Tunisie. La tenue d’un scrutin présidentiel en 2024 est-elle réaliste ?

 Tunisie. La tenue d’un scrutin présidentiel en 2024 est-elle réaliste ?

Si l’instance en charge de superviser les élections en Tunisie, tout comme le président de la République Kais Saïed, continuent de donner des signaux rassurants quant à la tenue de l’élection présidentielle fin 2024, ni le climat politique, ni le cadre législatif ne permettent aujourd’hui d’être catégorique, à seulement 6 mois de l’échéance fatidique théorique.  

« Une fois la deuxième chambre parlementaire instaurée, l’instance électorale se penchera sur les préparatifs en prévision de la prochaine élection présidentielle, dont notamment, l’élaboration du calendrier afférent à cette échéance », affirme Mohamed Tlili Mnasri, membre de l’Instance supérieure indépendante pour les élections (ISIE) dont les précisions à ce sujet se faisaient rares.

Dans une déclaration le 25 février 2024 à Sfax en marge d’une journée d’information sur le parachèvement de la mise en place de la deuxième chambre parlementaire, prévue en avril prochain, Mnasri a indiqué que la prochaine présidentielle aura lieu conformément à la date prévue, soit au cours du mois de septembre ou d’octobre prochain au plus tard, ce qui coïncide avec les trois derniers mois du mandat présidentiel, mais conformément à l’ancienne Constitution de 2014. Car c’est là l’une des subtilités passées sous silence par l’actuel chef d’Etat, qui ne s’est officiellement ni déclaré candidat (même si cela semble acquis), ni déterminé si son mandat actuel écoulé serait décompté en vertu de la nouvelle Constitution de 2022 et sur laquelle il n’a pas prêté serment.

Quoi qu’il en soit, Mnasri a ajouté que la loi électorale relative à l’élection présidentielle de 2014 maintiendrait les mêmes conditions de candidature à la présidentielle, « à l’exception d’une différence minime apportée par la Constitution de 2022 au niveau de l’âge, de la nationalité et de la jouissance des droits civiques et politiques, et ce, conformément aux dispositions de la décision réglementaire de l’ISIE. »

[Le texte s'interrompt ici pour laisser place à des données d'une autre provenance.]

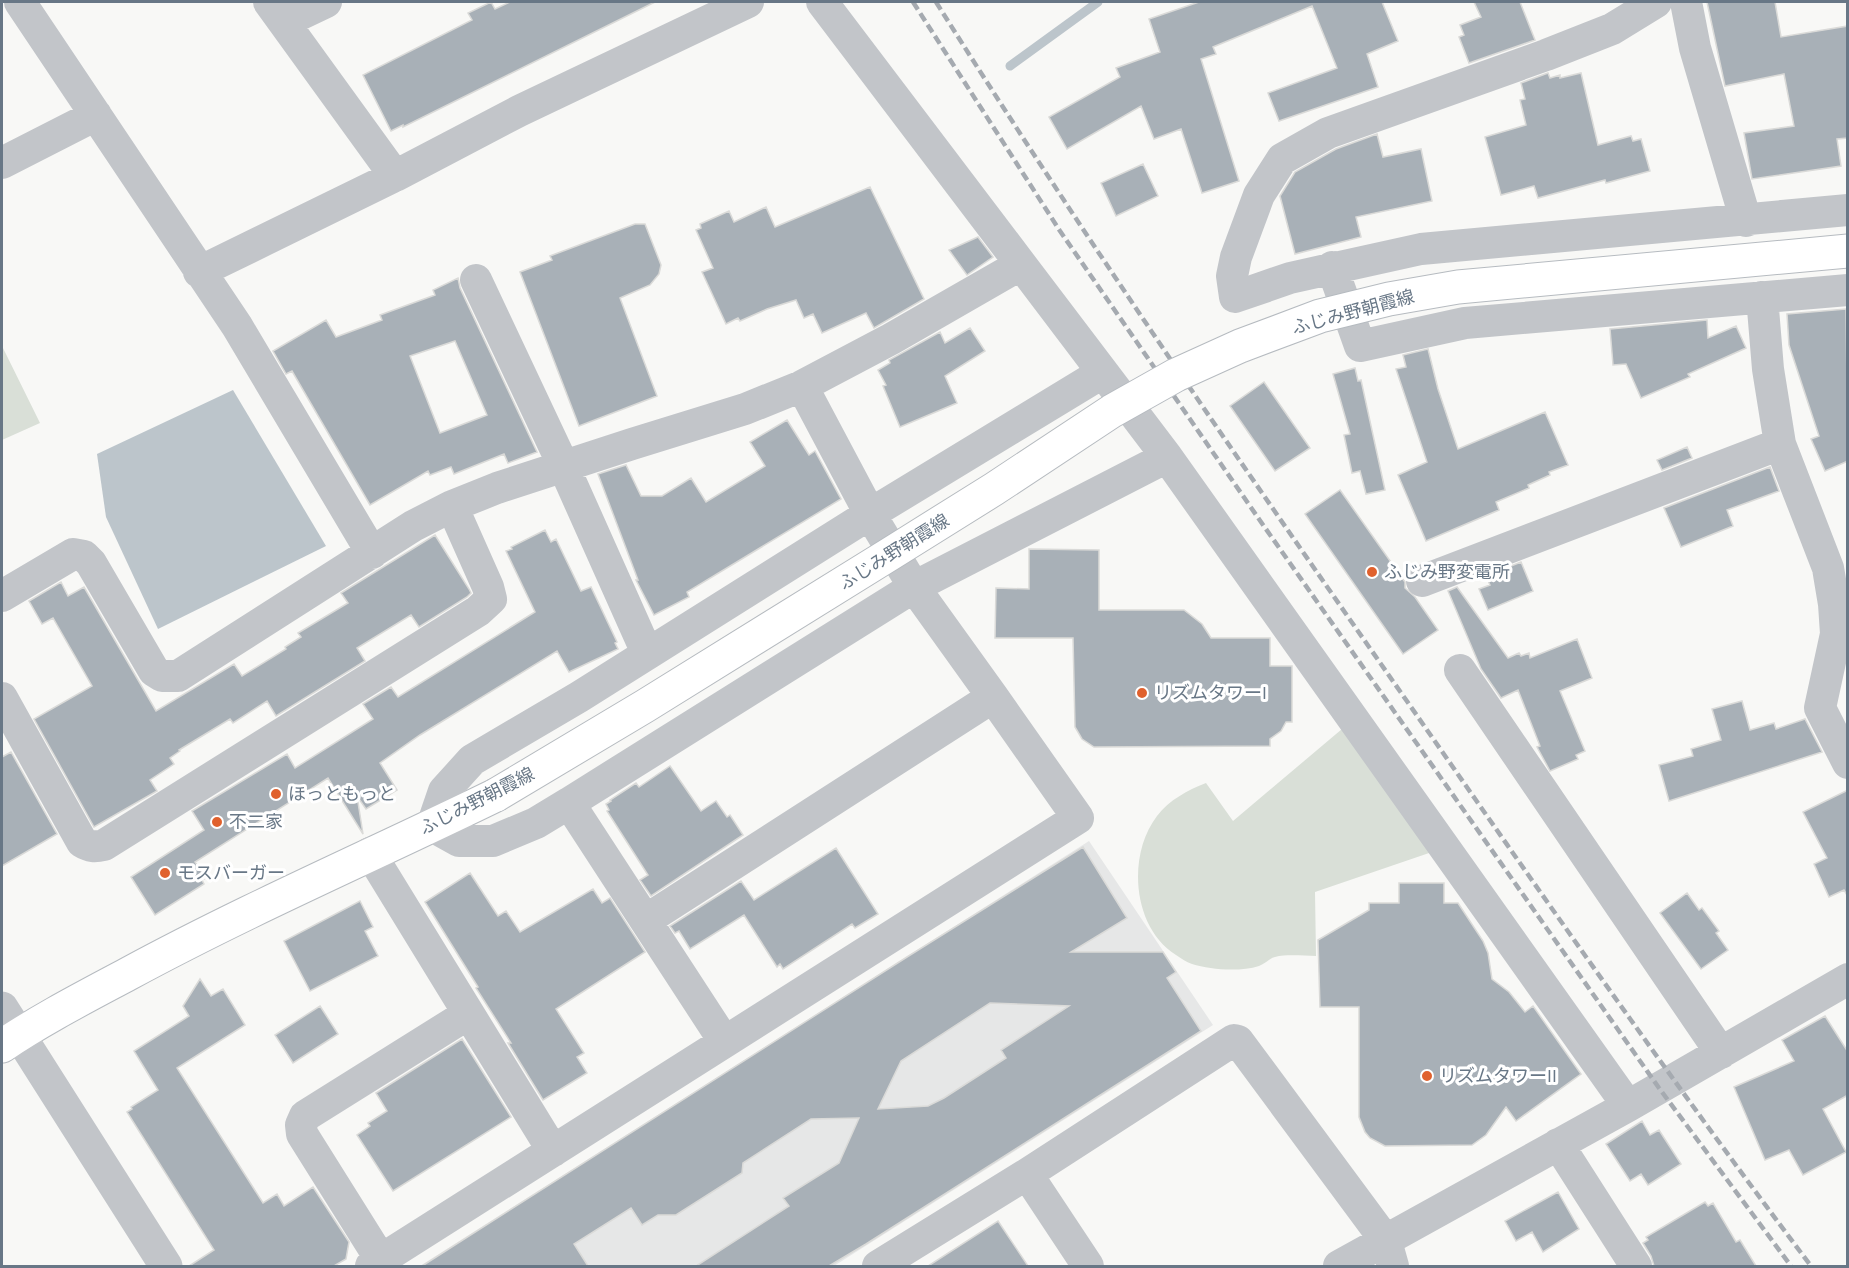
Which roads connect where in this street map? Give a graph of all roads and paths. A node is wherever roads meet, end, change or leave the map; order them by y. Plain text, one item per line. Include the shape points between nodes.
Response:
1 (20, 2) edge
2 (326, 2) edge
3 (748, 2) edge
4 (822, 2) edge
5 (1656, 2) edge
6 (1686, 2) edge
7 (277, 12) edge
8 (96, 115) junction
9 (2, 163) edge
10 (395, 176) junction
11 (1848, 210) edge
12 (1746, 220) junction
13 (1848, 251) edge
14 (1020, 265) junction
15 (1332, 267) junction
16 (199, 272) junction
17 (477, 280) dead end
18 (1848, 290) edge
19 (1762, 297) junction
20 (1102, 373) junction
21 (802, 386) junction
22 (1780, 444) junction
23 (1167, 457) junction
24 (564, 467) junction
25 (452, 506) junction
26 (870, 514) junction
27 (372, 553) junction
28 (1422, 581) dead end
29 (914, 587) junction
30 (2, 596) edge
31 (647, 653) junction
32 (1460, 670) dead end
33 (993, 697) junction
34 (2, 698) edge
35 (1848, 763) edge
36 (569, 802) junction
37 (432, 826) junction
38 (370, 853) junction
39 (646, 920) junction
40 (1848, 979) edge
41 (468, 1014) junction
42 (7, 1030) edge
43 (724, 1041) junction
44 (1721, 1053) junction
45 (1628, 1106) junction
46 (1558, 1144) junction
47 (553, 1150) junction
48 (1027, 1174) junction
49 (1390, 1254) edge
50 (376, 1263) edge
51 (166, 1266) edge
52 (878, 1266) edge
53 (1088, 1266) edge
54 (1339, 1266) edge
55 (1636, 1266) edge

Lors de cette journée d’information, un exposé a par ailleurs été donné sur les différentes étapes du processus de création des conseils locaux, des règles d’organisation et de fonctionnement des conseils régionaux, des procédures d’élection des conseils des districts ainsi que sur le Conseil national des régions et des districts. Autant d’aspects de la réorganisation de la gouvernance locale telle qu’imaginée par l’actuel président Saïed dit de la « reconstruction par le bas », qui décentralise en apparence uniquement un pouvoir plus centralisé que jamais à Carthage.

 

Scepticisme de l’opposition

Pour l’activiste politique Adnane Belhajamor, soutien de la candidate Abir Moussi actuellement emprisonnée, et qui dénonce le spectre d’un scrutin sans l’ombre d’une compétition, « en temps normal et même dans les pseudo démocratie, une année électorale, spécialement une année de présidentielle, serait synonyme de dynamisation de la vie politique et de débats autour des alternatives et des programmes respectifs de chacun, voire de joutes verbales entre les favoris autour de leurs idées, etc. Or, au lieu de cela, nous avons un pouvoir qui au bout de cinq années d’exercice n’affiche aucun bilan significatif dont on pourrait débattre, au moment où le pays enregistre 0,4% de croissance ».

Contrairement à Belhajamor qui continue malgré tout à croire en la tenue envisageable d’un simulacre d’élection, d’autres composantes de l’opposition tunisienne considèrent que l’actuelle léthargie ambiante de la scène politique ne laisse aucunement présager de l’organisation du scrutin en question, encore moins à la date prévue à cet effet.

C’est notamment la posture de Mohammed Abbou, co-fondateur du parti Courant démocrate, et pour qui : « Kaïs Saïed ne compte pas organiser d’élection présidentielle en 2024 ». Il en veut pour preuve les déclarations de ce dernier à l’occasion de la commémoration du 23e anniversaire du décès de Habib Bourguiba. Saïed y avait déclaré qu’il « ne cédera jamais le pays à ceux qui n’ont aucun patriotisme ».

C’est également la position de l’ancien ministre et député Samir Dilou, qui estime qu’une élection présidentielle n’aura lieu qu’en l’absence de véritable concurrence. Pour Dilou l’ISIE est en outre aujourd’hui « soumise aux décisions du pouvoir politique » et « se compose désormais de membres nommés par le chef de l’État » rappelle-t-il. Selon le juriste, les déclarations du président de l’instance, Farouk Bouasker, au sujet d’une élection présidentielle représenteraient ainsi « de simples déclarations d’intention ».